PROBLEM DESCRIPTION: Return every entry exactly as written.

PROVIDED RECORDS:
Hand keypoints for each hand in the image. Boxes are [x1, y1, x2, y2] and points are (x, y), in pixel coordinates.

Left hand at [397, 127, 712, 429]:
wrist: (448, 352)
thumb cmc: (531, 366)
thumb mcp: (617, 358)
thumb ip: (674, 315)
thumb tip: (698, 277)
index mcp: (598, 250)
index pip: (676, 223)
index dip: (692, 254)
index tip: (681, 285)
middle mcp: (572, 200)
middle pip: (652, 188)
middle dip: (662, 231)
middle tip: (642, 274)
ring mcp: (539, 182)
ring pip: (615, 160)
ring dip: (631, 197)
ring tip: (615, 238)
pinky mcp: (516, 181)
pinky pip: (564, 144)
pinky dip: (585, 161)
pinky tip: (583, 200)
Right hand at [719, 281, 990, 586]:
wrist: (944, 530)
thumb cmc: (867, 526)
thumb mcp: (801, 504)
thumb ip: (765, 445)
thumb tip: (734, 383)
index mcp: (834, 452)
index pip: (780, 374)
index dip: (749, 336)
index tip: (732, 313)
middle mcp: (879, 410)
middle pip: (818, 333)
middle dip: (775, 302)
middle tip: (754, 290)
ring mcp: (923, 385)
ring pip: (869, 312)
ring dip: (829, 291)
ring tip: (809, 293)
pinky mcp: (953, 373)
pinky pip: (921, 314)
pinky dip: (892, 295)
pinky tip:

COMPLETED EXERCISE:
Hand keypoints for each hand in the image. Boxes are [x1, y1, x2, y2] and points are (x, y), in pixel coordinates.

Left hand at [397, 127, 712, 429]:
wrist: (448, 352)
thumb cmc: (531, 366)
thumb mcp: (617, 358)
thumb ip: (674, 315)
thumb tip: (698, 277)
index mcp: (598, 250)
index pip: (676, 223)
index dip: (692, 254)
index tip: (681, 285)
middle mcp: (572, 200)
middle pip: (652, 188)
middle dip: (662, 231)
middle tip: (642, 274)
ring mcp: (539, 182)
ring pip: (615, 160)
ring dip: (631, 197)
ring tip: (615, 238)
pinky mcp: (516, 181)
pinky pip: (564, 144)
pinky dip: (585, 161)
pinky tip: (583, 200)
Right hand at [719, 281, 990, 586]:
wrist: (944, 530)
thumb cmc: (867, 526)
thumb mcp: (801, 504)
thumb ip: (765, 445)
thumb tip: (734, 383)
index mcp: (834, 452)
index pip: (780, 374)
index dip: (749, 336)
index tip: (732, 313)
middle mcp: (879, 410)
middle pip: (818, 333)
middle dip: (775, 302)
middle tip: (754, 290)
ring mcp: (923, 385)
ring pip: (869, 312)
ring dip: (829, 291)
ring tip: (809, 293)
pinky mcp: (953, 373)
pinky pip: (921, 314)
pinky dip: (892, 295)
pinky tip:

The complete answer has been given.